Move on, there's nothing to lose in this virtual texting friendship malarkey.

wasabiaddiction · 23/01/2019 11:18

You are both married.

It was developing into an emotional affair (if not already there)

Just take this opportunity to move on and think about what you can work on in your life to make you happier.

Birdie6 · 23/01/2019 11:18

Now I've heard everything. A text relationship - please . Time to grow up, both of you, and live in the real world.

MumsyJ · 23/01/2019 11:19

Blimey 70 times a day OP and you're both married? 😳😱.

SleepingStandingUp · 23/01/2019 11:20

So you're both married but texting each other 70 times a day. Talk of caring for each other and a connection etc.
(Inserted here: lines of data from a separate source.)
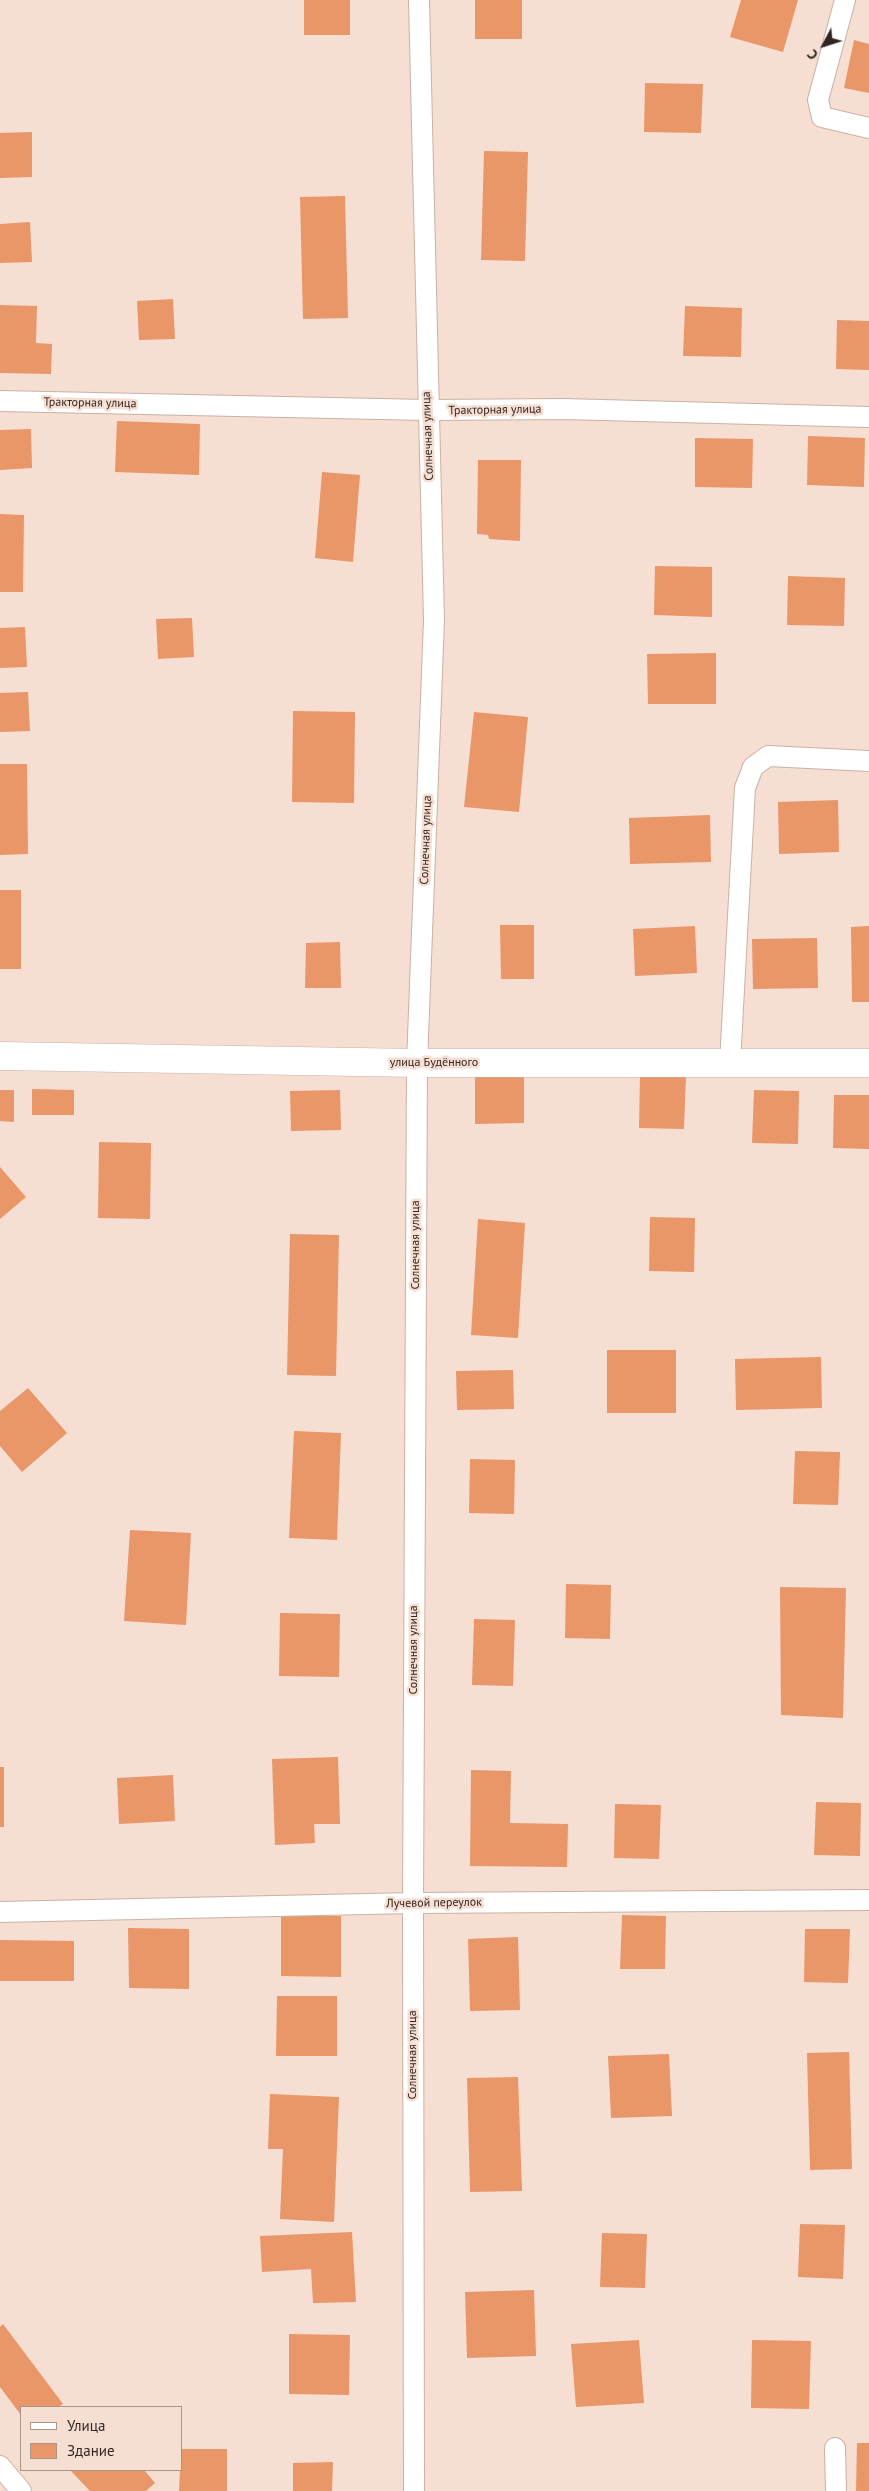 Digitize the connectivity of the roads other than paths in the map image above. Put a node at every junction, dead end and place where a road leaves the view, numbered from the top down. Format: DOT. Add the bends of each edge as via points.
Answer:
graph roads {
  1 [pos="419,0"];
  2 [pos="845,0"];
  3 [pos="869,128"];
  4 [pos="0,401"];
  5 [pos="427,410"];
  6 [pos="869,417"];
  7 [pos="869,761"];
  8 [pos="0,1056"];
  9 [pos="417,1063"];
  10 [pos="730,1063"];
  11 [pos="869,1063"];
  12 [pos="869,1900"];
  13 [pos="413,1903"];
  14 [pos="0,1912"];
  15 [pos="835,2448"];
  16 [pos="0,2466"];
  17 [pos="21,2491"];
  18 [pos="414,2491"];
  19 [pos="836,2491"];
  1 -- 5 [label="lane, Солнечная улица"];
  2 -- 3 [label="lane" via="818,100 822,117"];
  4 -- 5 [label="lane, Тракторная улица"];
  5 -- 6 [label="lane, Тракторная улица" via="563,409"];
  5 -- 9 [label="lane, Солнечная улица" via="434,620"];
  7 -- 10 [label="lane" via="768,756 753,767 745,788"];
  8 -- 9 [label="street, улица Будённого"];
  9 -- 10 [label="street, улица Будённого"];
  9 -- 13 [label="lane, Солнечная улица"];
  10 -- 11 [label="street, улица Будённого"];
  12 -- 13 [label="lane, Лучевой переулок"];
  13 -- 14 [label="lane, Лучевой переулок"];
  13 -- 18 [label="lane, Солнечная улица"];
  15 -- 19 [label="lane"];
  16 -- 17 [label="lane"];
} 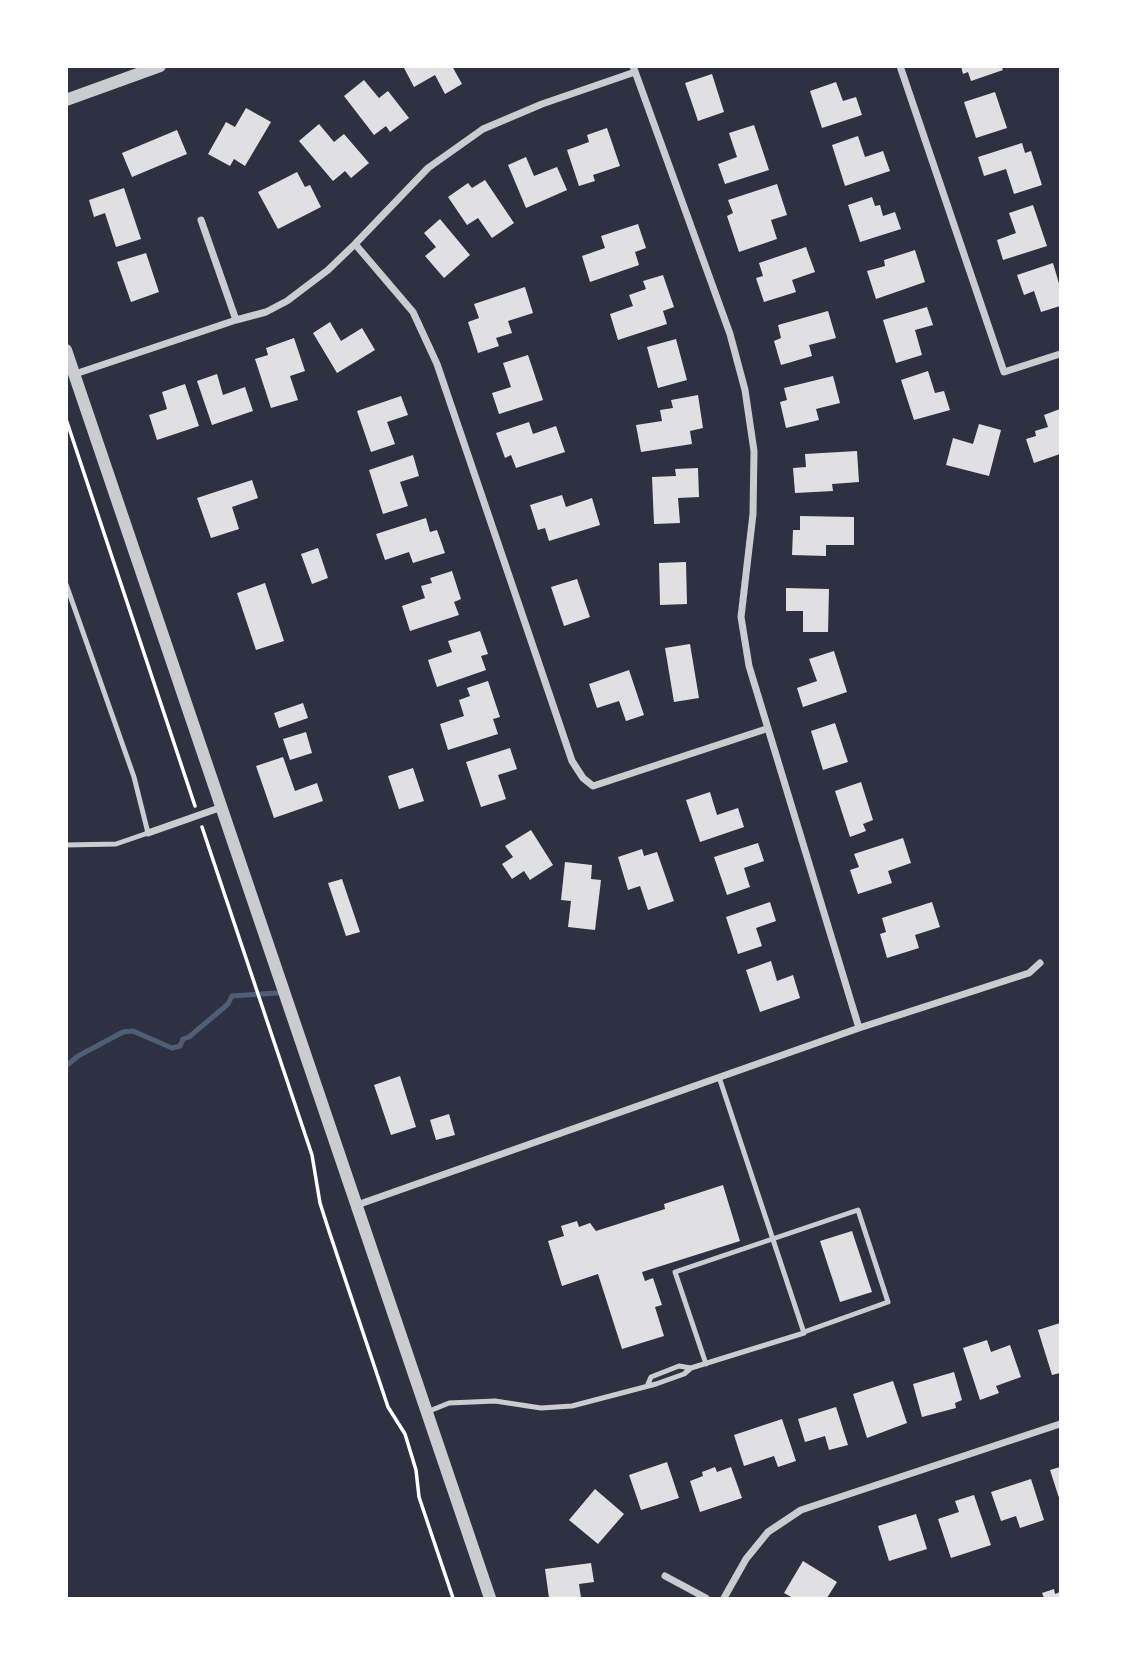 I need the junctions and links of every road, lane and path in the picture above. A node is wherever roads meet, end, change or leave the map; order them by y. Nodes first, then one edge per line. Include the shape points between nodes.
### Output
1 (160, 66) edge
2 (900, 66) edge
3 (634, 69) edge
4 (66, 100) edge
5 (201, 220) dead end
6 (355, 244) junction
7 (236, 320) junction
8 (66, 350) edge
9 (1060, 354) edge
10 (71, 376) edge
11 (66, 419) edge
12 (66, 584) edge
13 (766, 729) junction
14 (222, 807) junction
15 (198, 816) junction
16 (148, 834) junction
17 (66, 845) edge
18 (1040, 963) dead end
19 (859, 1027) junction
20 (719, 1077) junction
21 (357, 1205) junction
22 (773, 1240) junction
23 (804, 1332) junction
24 (706, 1364) junction
25 (427, 1412) junction
26 (1060, 1424) edge
27 (665, 1576) dead end
28 (453, 1598) edge
29 (490, 1598) edge
30 (706, 1598) edge
31 (724, 1598) edge

1 - 4 street
2 - 9 street via 1004,372
3 - 6 street via 483,129 428,168
3 - 13 street via 746,390 754,451 753,514 741,617
5 - 7 street
6 - 7 street via 287,301
6 - 13 street via 413,312 438,364 572,761 583,778 593,786
7 - 10 street
8 - 10 street
10 - 14 street
11 - 15 path
12 - 16 lane via 134,777
13 - 19 street
14 - 15 street
14 - 21 street
15 - 16 street
15 - 28 path via 312,1155 320,1203 388,1407 405,1434 419,1497
16 - 17 lane via 116,844
18 - 19 street via 1028,973
19 - 20 street
20 - 21 street
20 - 22 lane
21 - 25 street
22 - 23 lane
22 - 23 lane via 858,1210 888,1302
22 - 24 lane via 675,1272
23 - 24 lane
24 - 25 lane via 572,1406 541,1408 495,1401 449,1403
25 - 29 street
26 - 31 street via 802,1510 768,1532
27 - 30 street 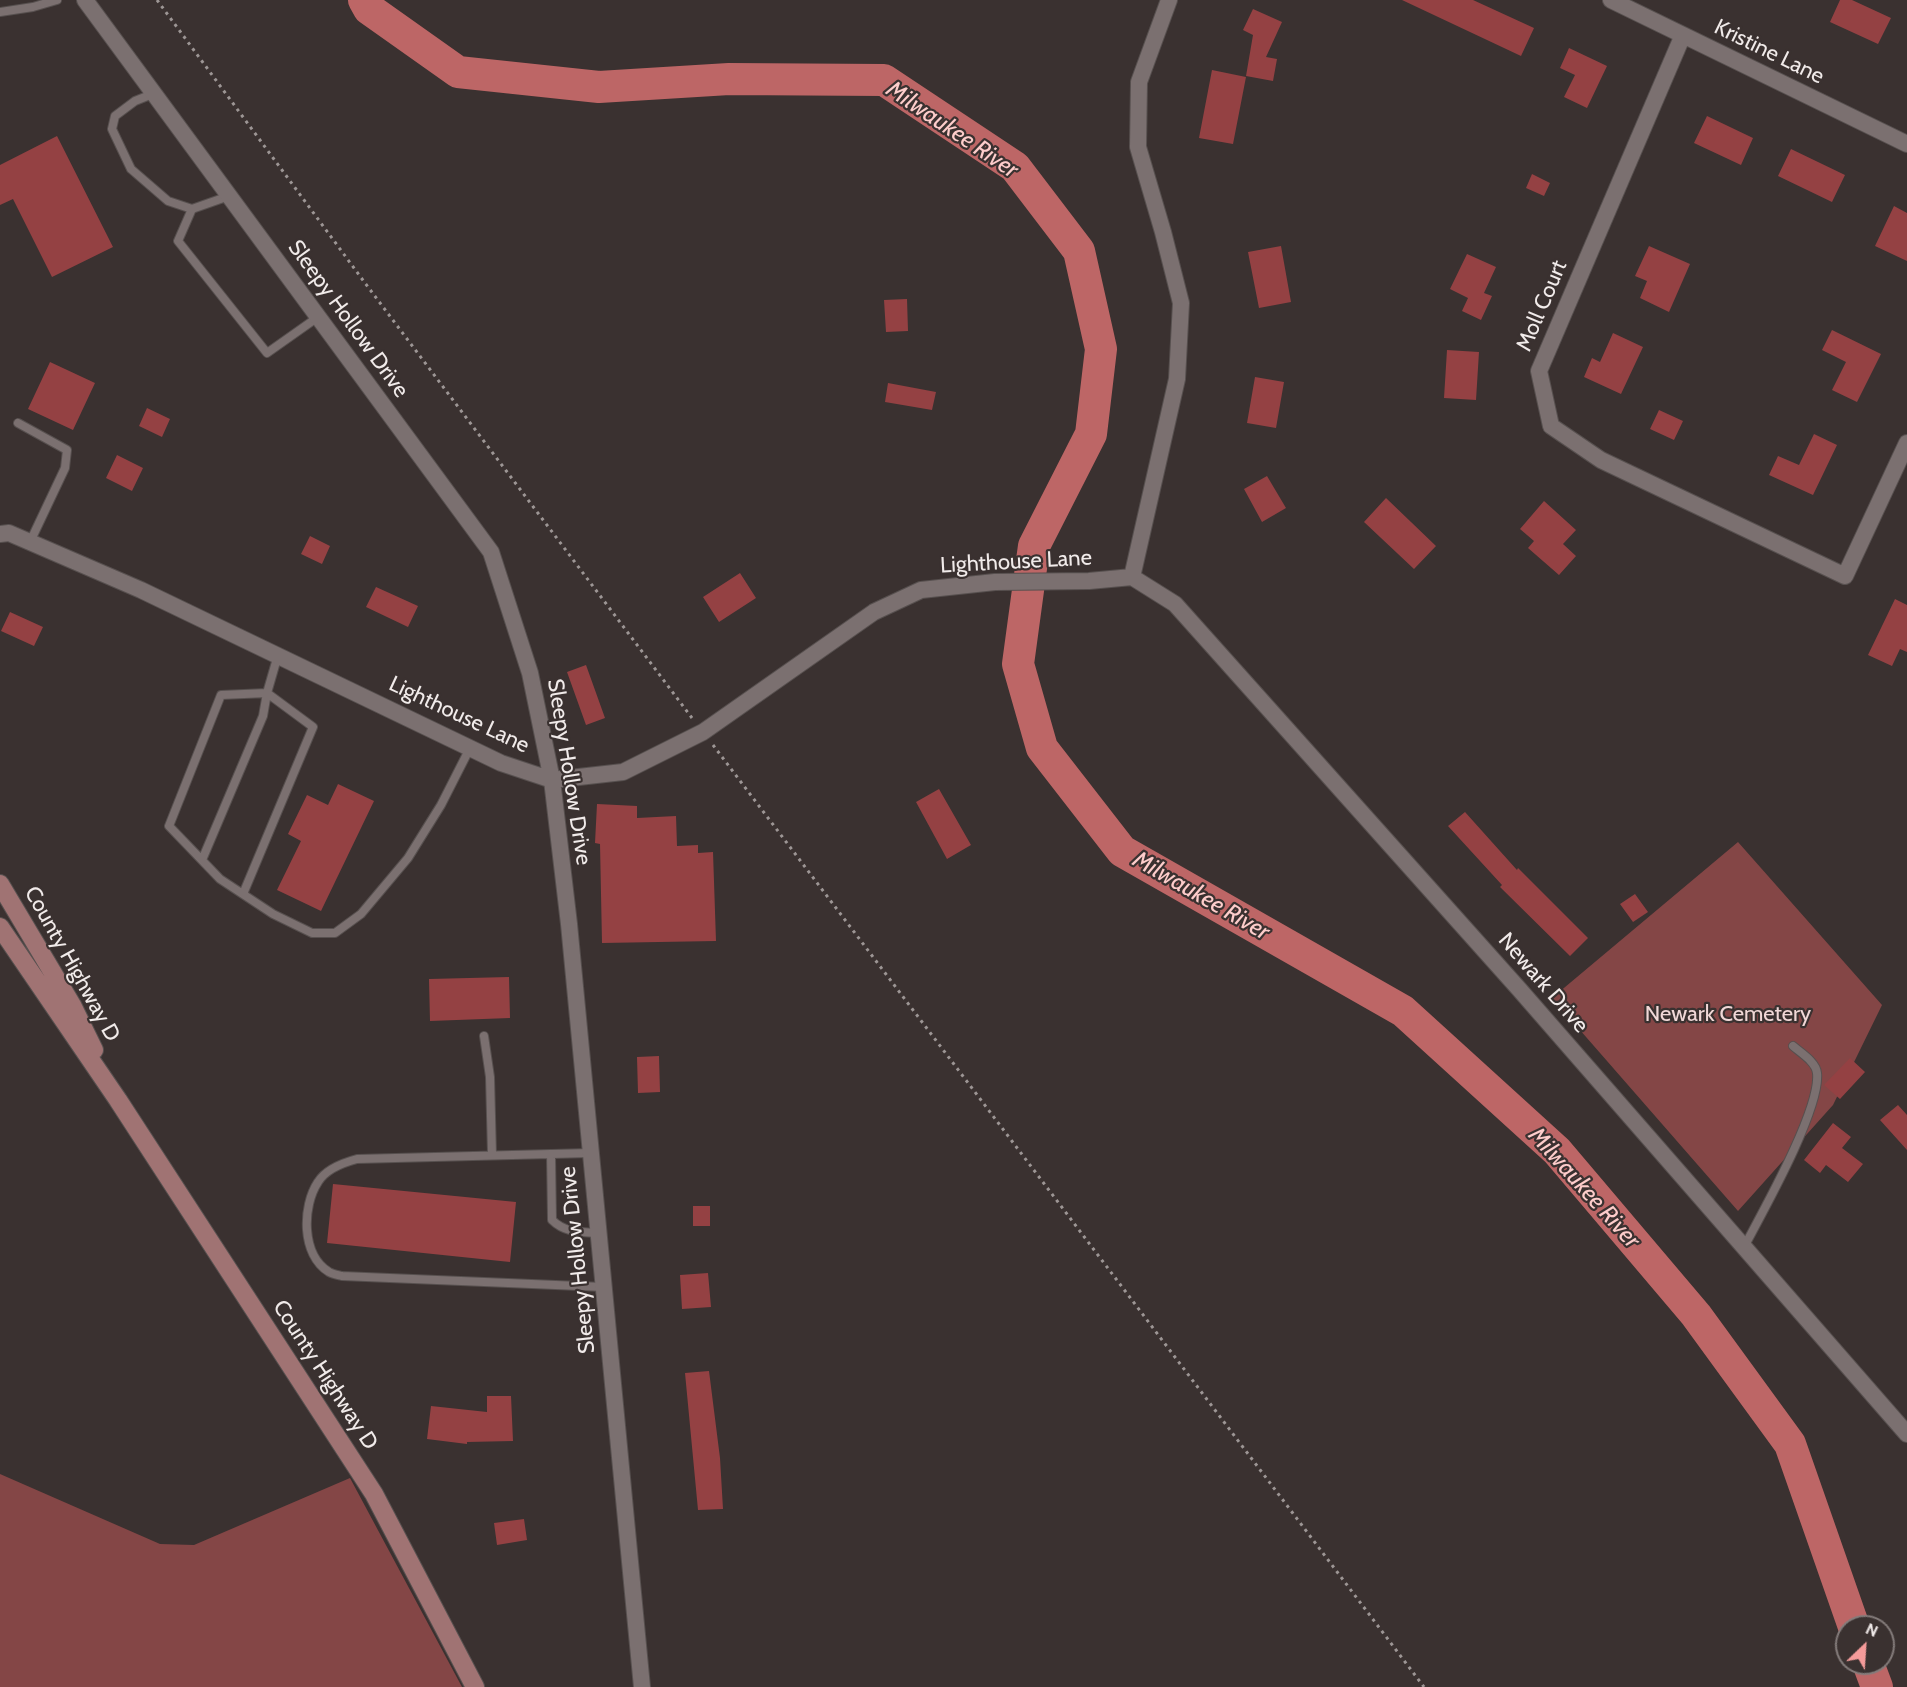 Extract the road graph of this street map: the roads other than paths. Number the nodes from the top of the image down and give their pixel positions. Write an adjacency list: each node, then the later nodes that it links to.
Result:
1 (57, 0): 5 (lane)
2 (85, 0): 7 (street, Sleepy Hollow Drive)
3 (1169, 0): 16 (street)
4 (1611, 0): 6 (street, Kristine Lane)
5 (0, 12)
6 (1683, 35): 8 (street, Kristine Lane); 13 (street, Moll Court)
7 (155, 93): 9 (street, Sleepy Hollow Drive); 10 (lane)
8 (1907, 144)
9 (230, 196): 10 (lane); 11 (street, Sleepy Hollow Drive)
10 (192, 209): 11 (lane)
11 (318, 317): 20 (street, Sleepy Hollow Drive)
12 (18, 423): 15 (lane)
13 (1907, 443)
14 (0, 534): 15 (street, Lighthouse Lane)
15 (30, 542): 17 (street, Lighthouse Lane)
16 (1132, 577): 20 (street, Lighthouse Lane); 32 (street, Newark Drive)
17 (279, 655): 18 (lane); 19 (street, Lighthouse Lane)
18 (267, 693): 21 (lane); 21 (lane); 23 (lane)
19 (470, 747): 20 (street, Lighthouse Lane); 23 (lane)
20 (552, 780): 28 (street, Sleepy Hollow Drive)
21 (202, 860): 23 (lane)
22 (0, 884): 27 (main road, County Highway D)
23 (243, 894)
24 (0, 927): 27 (main road, County Highway D)
25 (484, 1036): 30 (lane)
26 (1793, 1046): 32 (lane)
27 (117, 1100): 35 (main road, County Highway D)
28 (590, 1153): 29 (lane); 31 (street, Sleepy Hollow Drive)
29 (551, 1154): 30 (lane); 31 (lane)
30 (492, 1155): 33 (lane)
31 (598, 1233): 33 (street, Sleepy Hollow Drive)
32 (1744, 1248): 34 (street, Newark Drive)
33 (603, 1287): 36 (street, Sleepy Hollow Drive)
34 (1907, 1434)
35 (475, 1687)
36 (642, 1687)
Sounds like emotional affair territory.

He did right to put a stop to it.

Focus on your marriage, and the friends you see in real life. If you see each other socially then fine. If you don't, then fine. That is how FRIENDSHIP works

YoSoyLaPrincesa · 23/01/2019 11:23

This is clearly more than just a friendship. If you saw him as a friend and had only been in contact for 7 months, then this would not he affecting you in this way. No judgement here, but I think you need to come to terms with the fact that you have feelings for this man and find a way to move on from it.

areyoubeingserviced · 23/01/2019 11:24

Op, the fact that you are both married is a problem. He doesn’t want to continue with the friendship

Move on and focus on your marriage. That’s where your energy should be directed.

deydododatdodontdeydo · 23/01/2019 11:28

He's married, right?

deydododatdodontdeydo · 23/01/2019 11:30

Oops, just saw the update. Oh well, my intuition is on point.

SummerStrong · 23/01/2019 12:19

Oh...married. Yikes

Ragnarhairybreetches · 23/01/2019 13:00

Yeah 70 times a day would be taking his attention from his wife. That's way way OTT, a long with the 'understanding him like no one else' etc, it is very close to EA territory, he can see that, you need to and drop it, spend time with your spouse and get a wider friendship group.

cantdecide1 · 23/01/2019 13:20

ok its over anyway. I totally accept that is the correct stance but i cant help missing him. I do have lots of other friends but he is a very solid sensible dependable sort of person and i was going through some really bad stuff and he steered me back on track. I do/ did feel immensely close to him so feel sad but understand there is nowhere for it to go except trouble. It wasn't always 70 sometimes on 12 messages but it was nice talking to someone who was interested and kind. I had hope we could be friends socially face to face but although he says he isn't he is avoiding me which is a bit sad. but i am sure you will all say for the best.

OP posts:
SleepingStandingUp · 23/01/2019 13:21

Does your husband know OP? Would you be OK with him texting a woman that much about those topics and feeling so sad at missing them?

cantdecide1 · 23/01/2019 13:24

no he doesn't know. he has done similar. it did hurt when he did that and other things that have never fully healed. when all this kicked off i asked my husband to come to couple therapy with me because i wasn't happy with a lot of stuff he said it was a waste of time, so i asked him to leave and he refused.. continued to do the things i wasn't happy about so i think i used the other person to take away the focus on my problems which has left it all a bit at sea now he is gone.

OP posts:
cantdecide1 · 23/01/2019 13:25

spouses being unhappy is why we agreed to stop when we did.

OP posts:
SleepingStandingUp · 23/01/2019 13:31

Focus on whether you want to be with DH OP. You can leave if you're not happy.

Sarahjconnor · 23/01/2019 13:33

This reply has been deleted

Message withdrawn at poster's request.